Information below:

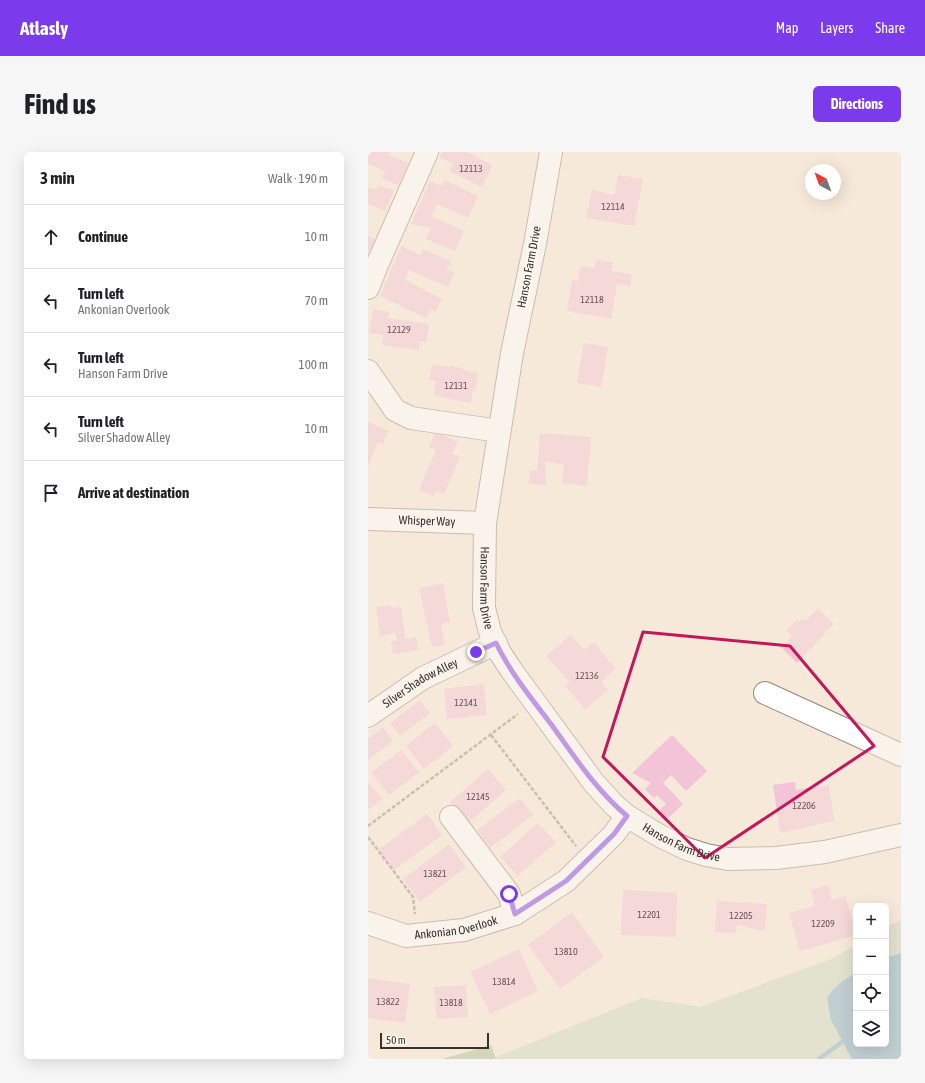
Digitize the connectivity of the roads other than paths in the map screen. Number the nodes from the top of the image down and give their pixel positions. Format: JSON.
{"nodes":[{"id":1,"x":427,"y":152,"type":"edge"},
{"id":2,"x":551,"y":152,"type":"edge"},
{"id":3,"x":368,"y":288,"type":"edge"},
{"id":4,"x":368,"y":371,"type":"edge"},
{"id":5,"x":499,"y":431,"type":"junction"},
{"id":6,"x":368,"y":519,"type":"edge"},
{"id":7,"x":485,"y":523,"type":"junction"},
{"id":8,"x":496,"y":643,"type":"junction"},
{"id":9,"x":765,"y":693,"type":"dead end"},
{"id":10,"x":368,"y":716,"type":"edge"},
{"id":11,"x":901,"y":755,"type":"edge"},
{"id":12,"x":627,"y":816,"type":"junction"},
{"id":13,"x":451,"y":817,"type":"dead end"},
{"id":14,"x":901,"y":835,"type":"edge"},
{"id":15,"x":515,"y":914,"type":"junction"},
{"id":16,"x":368,"y":923,"type":"edge"}],
"edges":[{"from":1,"to":3,"type":"street"},
{"from":2,"to":5,"type":"street","name":"Hanson Farm Drive"},
{"from":4,"to":5,"type":"street"},
{"from":5,"to":7,"type":"street","name":"Hanson Farm Drive"},
{"from":6,"to":7,"type":"street","name":"Whisper Way"},
{"from":7,"to":8,"type":"street","name":"Hanson Farm Drive"},
{"from":8,"to":10,"type":"street","name":"Silver Shadow Alley"},
{"from":8,"to":12,"type":"street","name":"Hanson Farm Drive"},
{"from":9,"to":11,"type":"street"},
{"from":12,"to":14,"type":"street","name":"Hanson Farm Drive"},
{"from":12,"to":15,"type":"street","name":"Ankonian Overlook"},
{"from":13,"to":15,"type":"street"},
{"from":15,"to":16,"type":"street","name":"Ankonian Overlook"}]}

End of Information.

Look for the word "name" in the data, then return every line that contains it.

{"from":2,"to":5,"type":"street","name":"Hanson Farm Drive"},
{"from":5,"to":7,"type":"street","name":"Hanson Farm Drive"},
{"from":6,"to":7,"type":"street","name":"Whisper Way"},
{"from":7,"to":8,"type":"street","name":"Hanson Farm Drive"},
{"from":8,"to":10,"type":"street","name":"Silver Shadow Alley"},
{"from":8,"to":12,"type":"street","name":"Hanson Farm Drive"},
{"from":12,"to":14,"type":"street","name":"Hanson Farm Drive"},
{"from":12,"to":15,"type":"street","name":"Ankonian Overlook"},
{"from":15,"to":16,"type":"street","name":"Ankonian Overlook"}]}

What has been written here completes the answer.